*** Working data ***
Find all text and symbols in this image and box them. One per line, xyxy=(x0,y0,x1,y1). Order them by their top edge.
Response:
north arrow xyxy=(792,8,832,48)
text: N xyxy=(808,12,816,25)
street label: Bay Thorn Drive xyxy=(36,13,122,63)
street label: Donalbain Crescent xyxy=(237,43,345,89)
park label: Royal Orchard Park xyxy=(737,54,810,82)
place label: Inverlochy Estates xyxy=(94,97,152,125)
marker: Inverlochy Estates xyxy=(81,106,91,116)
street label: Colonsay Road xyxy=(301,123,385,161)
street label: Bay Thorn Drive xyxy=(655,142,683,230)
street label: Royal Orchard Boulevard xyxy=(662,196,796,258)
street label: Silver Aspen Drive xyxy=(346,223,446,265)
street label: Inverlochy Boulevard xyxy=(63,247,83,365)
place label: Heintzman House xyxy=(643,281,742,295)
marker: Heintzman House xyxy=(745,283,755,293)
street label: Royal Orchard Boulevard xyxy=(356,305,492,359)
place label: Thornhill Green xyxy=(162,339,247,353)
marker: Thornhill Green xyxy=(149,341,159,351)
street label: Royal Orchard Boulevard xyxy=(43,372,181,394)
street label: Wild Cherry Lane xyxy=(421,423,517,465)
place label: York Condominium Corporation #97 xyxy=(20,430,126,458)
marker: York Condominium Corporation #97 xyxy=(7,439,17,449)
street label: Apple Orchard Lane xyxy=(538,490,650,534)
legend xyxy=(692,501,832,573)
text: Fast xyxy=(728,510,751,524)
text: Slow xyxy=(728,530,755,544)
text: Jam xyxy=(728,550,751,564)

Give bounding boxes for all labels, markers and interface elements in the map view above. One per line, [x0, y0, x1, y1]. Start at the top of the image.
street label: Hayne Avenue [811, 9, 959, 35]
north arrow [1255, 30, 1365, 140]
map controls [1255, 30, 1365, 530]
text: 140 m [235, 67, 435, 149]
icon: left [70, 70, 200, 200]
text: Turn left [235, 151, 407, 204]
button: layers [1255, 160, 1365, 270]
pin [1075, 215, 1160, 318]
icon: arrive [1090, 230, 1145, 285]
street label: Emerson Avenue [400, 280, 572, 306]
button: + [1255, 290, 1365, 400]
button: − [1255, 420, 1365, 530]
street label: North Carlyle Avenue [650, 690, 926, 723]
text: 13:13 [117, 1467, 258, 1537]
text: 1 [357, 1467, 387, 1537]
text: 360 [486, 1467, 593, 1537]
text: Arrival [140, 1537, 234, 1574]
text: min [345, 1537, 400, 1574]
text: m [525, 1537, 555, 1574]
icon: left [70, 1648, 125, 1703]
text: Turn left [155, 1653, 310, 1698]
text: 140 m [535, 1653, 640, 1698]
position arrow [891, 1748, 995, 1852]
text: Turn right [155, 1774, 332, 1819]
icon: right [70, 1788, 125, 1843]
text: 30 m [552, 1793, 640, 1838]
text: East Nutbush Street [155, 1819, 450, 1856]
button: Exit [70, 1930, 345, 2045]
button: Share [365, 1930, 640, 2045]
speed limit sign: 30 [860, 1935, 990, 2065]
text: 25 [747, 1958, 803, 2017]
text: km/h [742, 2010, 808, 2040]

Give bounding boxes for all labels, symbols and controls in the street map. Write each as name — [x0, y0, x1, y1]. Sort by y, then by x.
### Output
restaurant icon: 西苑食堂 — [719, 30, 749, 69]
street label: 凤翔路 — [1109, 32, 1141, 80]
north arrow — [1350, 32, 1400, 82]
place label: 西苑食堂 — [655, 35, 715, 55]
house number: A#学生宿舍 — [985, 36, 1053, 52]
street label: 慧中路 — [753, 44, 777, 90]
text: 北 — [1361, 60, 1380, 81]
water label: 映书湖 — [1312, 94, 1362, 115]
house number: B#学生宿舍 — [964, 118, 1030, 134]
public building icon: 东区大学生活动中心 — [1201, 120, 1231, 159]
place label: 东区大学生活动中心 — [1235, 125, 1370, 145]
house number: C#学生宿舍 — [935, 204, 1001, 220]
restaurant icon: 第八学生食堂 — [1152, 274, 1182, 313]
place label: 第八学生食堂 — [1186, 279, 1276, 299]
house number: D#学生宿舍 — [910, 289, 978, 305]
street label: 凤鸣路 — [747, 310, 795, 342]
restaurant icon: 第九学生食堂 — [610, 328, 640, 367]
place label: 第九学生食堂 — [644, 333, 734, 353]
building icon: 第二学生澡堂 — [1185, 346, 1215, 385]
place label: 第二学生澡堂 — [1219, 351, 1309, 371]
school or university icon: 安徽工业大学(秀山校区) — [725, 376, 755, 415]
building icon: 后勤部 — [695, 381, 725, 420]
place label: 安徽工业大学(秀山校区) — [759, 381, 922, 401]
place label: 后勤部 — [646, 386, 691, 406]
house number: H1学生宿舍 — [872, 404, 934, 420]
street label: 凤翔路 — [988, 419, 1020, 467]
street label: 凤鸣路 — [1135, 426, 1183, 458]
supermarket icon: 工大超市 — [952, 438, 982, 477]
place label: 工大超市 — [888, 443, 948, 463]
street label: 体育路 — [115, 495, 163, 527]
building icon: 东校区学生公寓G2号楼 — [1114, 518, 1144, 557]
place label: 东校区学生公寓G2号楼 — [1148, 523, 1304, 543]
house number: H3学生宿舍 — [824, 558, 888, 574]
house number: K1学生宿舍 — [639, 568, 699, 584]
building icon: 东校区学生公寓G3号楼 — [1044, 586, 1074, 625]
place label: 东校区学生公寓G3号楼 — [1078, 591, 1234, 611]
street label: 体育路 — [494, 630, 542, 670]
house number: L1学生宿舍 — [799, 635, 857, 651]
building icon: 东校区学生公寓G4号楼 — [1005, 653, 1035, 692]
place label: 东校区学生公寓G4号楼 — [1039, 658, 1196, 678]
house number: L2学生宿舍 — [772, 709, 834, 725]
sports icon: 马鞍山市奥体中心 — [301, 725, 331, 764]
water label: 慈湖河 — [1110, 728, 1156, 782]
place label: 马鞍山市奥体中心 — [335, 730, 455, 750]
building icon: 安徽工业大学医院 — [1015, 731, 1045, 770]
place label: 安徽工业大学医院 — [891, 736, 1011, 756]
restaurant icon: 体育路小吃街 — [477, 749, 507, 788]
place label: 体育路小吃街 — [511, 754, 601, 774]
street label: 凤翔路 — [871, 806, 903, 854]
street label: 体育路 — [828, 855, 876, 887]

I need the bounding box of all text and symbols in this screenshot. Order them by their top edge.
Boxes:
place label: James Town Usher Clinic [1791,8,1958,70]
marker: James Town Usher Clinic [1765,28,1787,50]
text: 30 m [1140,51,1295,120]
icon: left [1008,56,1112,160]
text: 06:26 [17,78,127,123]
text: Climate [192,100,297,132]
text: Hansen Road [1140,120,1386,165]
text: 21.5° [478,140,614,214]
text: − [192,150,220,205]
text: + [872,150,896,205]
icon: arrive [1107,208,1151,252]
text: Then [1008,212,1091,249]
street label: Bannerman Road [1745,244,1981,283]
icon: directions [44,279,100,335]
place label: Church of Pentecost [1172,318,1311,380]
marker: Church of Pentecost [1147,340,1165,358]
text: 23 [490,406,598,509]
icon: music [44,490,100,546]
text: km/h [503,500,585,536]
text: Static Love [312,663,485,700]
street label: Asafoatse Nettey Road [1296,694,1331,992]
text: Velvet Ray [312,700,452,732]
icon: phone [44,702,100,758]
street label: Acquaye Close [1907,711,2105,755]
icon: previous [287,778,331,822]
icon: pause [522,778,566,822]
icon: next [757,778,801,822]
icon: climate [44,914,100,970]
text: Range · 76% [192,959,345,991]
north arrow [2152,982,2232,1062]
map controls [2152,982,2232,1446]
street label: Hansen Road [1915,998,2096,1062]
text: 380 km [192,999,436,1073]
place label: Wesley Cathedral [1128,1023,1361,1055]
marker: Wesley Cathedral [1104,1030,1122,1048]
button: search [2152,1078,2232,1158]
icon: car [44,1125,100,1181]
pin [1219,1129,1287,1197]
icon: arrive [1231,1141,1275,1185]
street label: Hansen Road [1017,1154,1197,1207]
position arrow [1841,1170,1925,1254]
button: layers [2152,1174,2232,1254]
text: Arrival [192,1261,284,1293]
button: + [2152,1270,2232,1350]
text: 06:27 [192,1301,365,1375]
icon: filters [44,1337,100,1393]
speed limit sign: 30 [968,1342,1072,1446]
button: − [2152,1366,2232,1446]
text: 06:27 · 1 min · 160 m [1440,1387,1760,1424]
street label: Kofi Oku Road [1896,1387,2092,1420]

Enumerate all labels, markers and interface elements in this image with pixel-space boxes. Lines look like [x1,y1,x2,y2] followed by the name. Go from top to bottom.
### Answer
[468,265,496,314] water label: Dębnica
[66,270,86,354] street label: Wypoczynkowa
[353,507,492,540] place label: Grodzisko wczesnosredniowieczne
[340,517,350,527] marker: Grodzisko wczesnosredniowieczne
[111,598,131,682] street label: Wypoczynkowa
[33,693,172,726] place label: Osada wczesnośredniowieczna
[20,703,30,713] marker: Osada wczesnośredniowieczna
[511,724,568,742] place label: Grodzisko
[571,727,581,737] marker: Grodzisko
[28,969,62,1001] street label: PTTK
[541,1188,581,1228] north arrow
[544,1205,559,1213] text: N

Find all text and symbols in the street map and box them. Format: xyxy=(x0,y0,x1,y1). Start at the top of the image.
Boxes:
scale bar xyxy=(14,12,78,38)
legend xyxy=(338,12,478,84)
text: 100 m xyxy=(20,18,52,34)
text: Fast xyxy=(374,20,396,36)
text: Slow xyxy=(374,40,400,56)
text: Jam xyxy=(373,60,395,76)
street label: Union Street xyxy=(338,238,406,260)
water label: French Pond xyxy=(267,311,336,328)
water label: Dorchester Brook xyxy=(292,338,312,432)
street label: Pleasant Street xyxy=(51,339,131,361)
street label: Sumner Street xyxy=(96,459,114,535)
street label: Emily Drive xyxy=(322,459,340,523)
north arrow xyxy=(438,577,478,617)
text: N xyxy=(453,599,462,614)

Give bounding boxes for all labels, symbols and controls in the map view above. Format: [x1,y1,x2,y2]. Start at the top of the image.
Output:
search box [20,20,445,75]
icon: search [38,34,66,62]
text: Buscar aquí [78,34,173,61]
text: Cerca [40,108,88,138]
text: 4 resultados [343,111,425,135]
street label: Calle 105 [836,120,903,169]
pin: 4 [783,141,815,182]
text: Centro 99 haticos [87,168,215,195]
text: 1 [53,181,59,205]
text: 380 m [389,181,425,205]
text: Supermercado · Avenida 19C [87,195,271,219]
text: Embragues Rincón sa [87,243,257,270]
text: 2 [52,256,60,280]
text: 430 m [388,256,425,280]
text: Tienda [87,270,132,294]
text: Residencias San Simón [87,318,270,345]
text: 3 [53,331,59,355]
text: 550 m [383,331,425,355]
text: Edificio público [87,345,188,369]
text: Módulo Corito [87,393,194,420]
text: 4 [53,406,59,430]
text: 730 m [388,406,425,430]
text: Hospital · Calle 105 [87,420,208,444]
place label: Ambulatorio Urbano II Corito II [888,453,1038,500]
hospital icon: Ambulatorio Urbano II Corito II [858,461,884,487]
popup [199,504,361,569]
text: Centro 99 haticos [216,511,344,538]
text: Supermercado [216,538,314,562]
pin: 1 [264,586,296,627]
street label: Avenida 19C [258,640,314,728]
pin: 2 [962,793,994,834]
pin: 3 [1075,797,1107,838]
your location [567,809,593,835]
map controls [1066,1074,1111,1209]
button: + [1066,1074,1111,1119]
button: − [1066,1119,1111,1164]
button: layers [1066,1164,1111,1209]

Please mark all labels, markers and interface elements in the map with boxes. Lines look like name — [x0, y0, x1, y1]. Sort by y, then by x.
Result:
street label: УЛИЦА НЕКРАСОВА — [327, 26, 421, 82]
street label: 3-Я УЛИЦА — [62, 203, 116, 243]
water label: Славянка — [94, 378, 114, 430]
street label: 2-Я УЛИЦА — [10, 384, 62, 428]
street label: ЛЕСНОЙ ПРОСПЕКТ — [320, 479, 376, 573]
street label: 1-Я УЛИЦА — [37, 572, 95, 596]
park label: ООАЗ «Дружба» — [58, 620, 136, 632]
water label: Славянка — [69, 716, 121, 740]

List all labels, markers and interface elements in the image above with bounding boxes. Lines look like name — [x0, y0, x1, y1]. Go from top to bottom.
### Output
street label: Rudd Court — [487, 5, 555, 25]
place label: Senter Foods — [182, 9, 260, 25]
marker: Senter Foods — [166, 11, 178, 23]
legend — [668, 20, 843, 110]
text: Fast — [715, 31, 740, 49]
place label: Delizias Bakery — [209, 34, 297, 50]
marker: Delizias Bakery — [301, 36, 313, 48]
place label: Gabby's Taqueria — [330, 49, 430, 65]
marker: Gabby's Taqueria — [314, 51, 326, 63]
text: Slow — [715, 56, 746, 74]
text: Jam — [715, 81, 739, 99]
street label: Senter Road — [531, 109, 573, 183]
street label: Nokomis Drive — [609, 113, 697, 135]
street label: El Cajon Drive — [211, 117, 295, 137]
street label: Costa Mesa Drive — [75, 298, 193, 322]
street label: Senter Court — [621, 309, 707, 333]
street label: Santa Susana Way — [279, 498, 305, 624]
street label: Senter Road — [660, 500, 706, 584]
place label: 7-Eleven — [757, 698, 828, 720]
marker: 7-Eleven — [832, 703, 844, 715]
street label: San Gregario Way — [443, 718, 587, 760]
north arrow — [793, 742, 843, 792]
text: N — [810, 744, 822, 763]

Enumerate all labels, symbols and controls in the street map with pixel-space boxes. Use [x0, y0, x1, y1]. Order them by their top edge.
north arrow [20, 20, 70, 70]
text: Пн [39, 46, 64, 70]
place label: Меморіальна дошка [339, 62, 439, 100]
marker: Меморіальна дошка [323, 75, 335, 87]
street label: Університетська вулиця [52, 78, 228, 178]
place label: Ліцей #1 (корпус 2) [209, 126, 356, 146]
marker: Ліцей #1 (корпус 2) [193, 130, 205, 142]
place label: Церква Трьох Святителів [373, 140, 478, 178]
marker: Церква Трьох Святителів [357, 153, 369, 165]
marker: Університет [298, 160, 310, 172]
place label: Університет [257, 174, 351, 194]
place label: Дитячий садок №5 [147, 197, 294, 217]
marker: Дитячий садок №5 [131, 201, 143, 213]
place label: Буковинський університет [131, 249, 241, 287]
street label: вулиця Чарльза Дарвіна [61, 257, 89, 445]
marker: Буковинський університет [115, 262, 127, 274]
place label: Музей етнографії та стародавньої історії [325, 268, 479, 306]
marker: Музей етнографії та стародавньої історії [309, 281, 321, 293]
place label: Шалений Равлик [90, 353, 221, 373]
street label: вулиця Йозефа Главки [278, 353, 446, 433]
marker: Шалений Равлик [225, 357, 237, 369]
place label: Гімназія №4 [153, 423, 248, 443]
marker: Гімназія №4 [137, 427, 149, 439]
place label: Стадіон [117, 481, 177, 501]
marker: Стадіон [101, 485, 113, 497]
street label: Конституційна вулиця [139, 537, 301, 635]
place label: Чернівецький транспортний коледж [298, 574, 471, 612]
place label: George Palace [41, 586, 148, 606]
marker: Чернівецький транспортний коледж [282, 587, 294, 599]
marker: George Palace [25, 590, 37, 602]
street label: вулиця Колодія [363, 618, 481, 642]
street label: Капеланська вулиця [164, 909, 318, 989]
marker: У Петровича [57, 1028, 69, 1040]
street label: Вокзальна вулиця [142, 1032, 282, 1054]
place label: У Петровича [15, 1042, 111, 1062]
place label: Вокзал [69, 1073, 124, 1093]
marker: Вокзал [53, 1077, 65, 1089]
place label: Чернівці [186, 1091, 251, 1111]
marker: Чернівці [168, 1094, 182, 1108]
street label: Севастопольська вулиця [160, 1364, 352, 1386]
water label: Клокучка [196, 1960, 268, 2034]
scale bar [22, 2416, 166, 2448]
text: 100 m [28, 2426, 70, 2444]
*** End of Working data ***
* _Work to be completed_
For each line in the records that holds "Turn", show that line as it stands.

* _Answer_
text: Turn left [235, 151, 407, 204]
text: Turn left [155, 1653, 310, 1698]
text: Turn right [155, 1774, 332, 1819]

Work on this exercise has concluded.